From that material and other research, Chan fashioned The Madness Of The Square, a play about five Chinese students and an intern Western reporter caught up in the exuberance and later the tragedy of the Tiananmen Square standoff.

At its centre is Fan-Ying, an average student who discovers that the rights she thinks she enjoys must be fought for. Caught up with student activists and some peers with other reasons for occupying the square, Fan-Ying learns that politics are lived and not just discussed in the classroom.

“She’s the most ordinary of all my female creations,” says Chan, whose other plays include China Doll and A Nanking Winter. “Fan-Ying is distant from me in terms of her politics and everyday decisions. Yet as the play’s central character, she’s someone I have to love and care about as I take her through the play.”
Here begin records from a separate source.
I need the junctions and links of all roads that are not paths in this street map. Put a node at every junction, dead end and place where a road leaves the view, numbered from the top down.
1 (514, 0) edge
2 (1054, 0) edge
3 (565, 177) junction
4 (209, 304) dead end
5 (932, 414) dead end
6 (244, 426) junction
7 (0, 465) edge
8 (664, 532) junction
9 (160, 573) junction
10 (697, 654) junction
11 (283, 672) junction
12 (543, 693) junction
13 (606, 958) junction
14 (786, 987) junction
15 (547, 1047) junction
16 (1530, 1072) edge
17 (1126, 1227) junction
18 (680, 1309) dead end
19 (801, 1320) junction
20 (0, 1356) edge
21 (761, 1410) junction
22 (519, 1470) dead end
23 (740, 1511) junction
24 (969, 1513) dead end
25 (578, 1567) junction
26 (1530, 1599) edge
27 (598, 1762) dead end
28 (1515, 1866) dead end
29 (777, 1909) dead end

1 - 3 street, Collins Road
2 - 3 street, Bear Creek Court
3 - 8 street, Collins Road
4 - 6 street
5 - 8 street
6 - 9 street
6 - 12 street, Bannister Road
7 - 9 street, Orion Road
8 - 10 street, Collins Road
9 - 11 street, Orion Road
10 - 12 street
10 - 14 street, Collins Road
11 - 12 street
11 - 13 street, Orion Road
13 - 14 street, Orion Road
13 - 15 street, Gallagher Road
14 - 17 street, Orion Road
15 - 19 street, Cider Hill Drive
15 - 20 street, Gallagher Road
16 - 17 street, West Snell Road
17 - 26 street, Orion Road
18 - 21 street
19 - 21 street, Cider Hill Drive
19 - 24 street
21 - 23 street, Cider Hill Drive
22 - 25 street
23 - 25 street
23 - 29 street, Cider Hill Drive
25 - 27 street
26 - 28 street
Another challenge was how to write a piece about a historic event whose outcome the audience knows.

“The questions of why and how it happens, how the characters got there, is the journey of the piece. Who are these anonymous students, initially hungry and poor, cogs in the complicated bureaucratic machine that is China, who become media darlings and learn to speak to the world through video cameras?”

In addition to telling the narrative, Chan’s created a chorus who comment on the action.

“The chorus helps to move Fan-Ying through the story, reminding her and instructing the audience about the reality, the immediacy of the events. The issues are timeless. Even today we’re talking about the massacre.”

See listing.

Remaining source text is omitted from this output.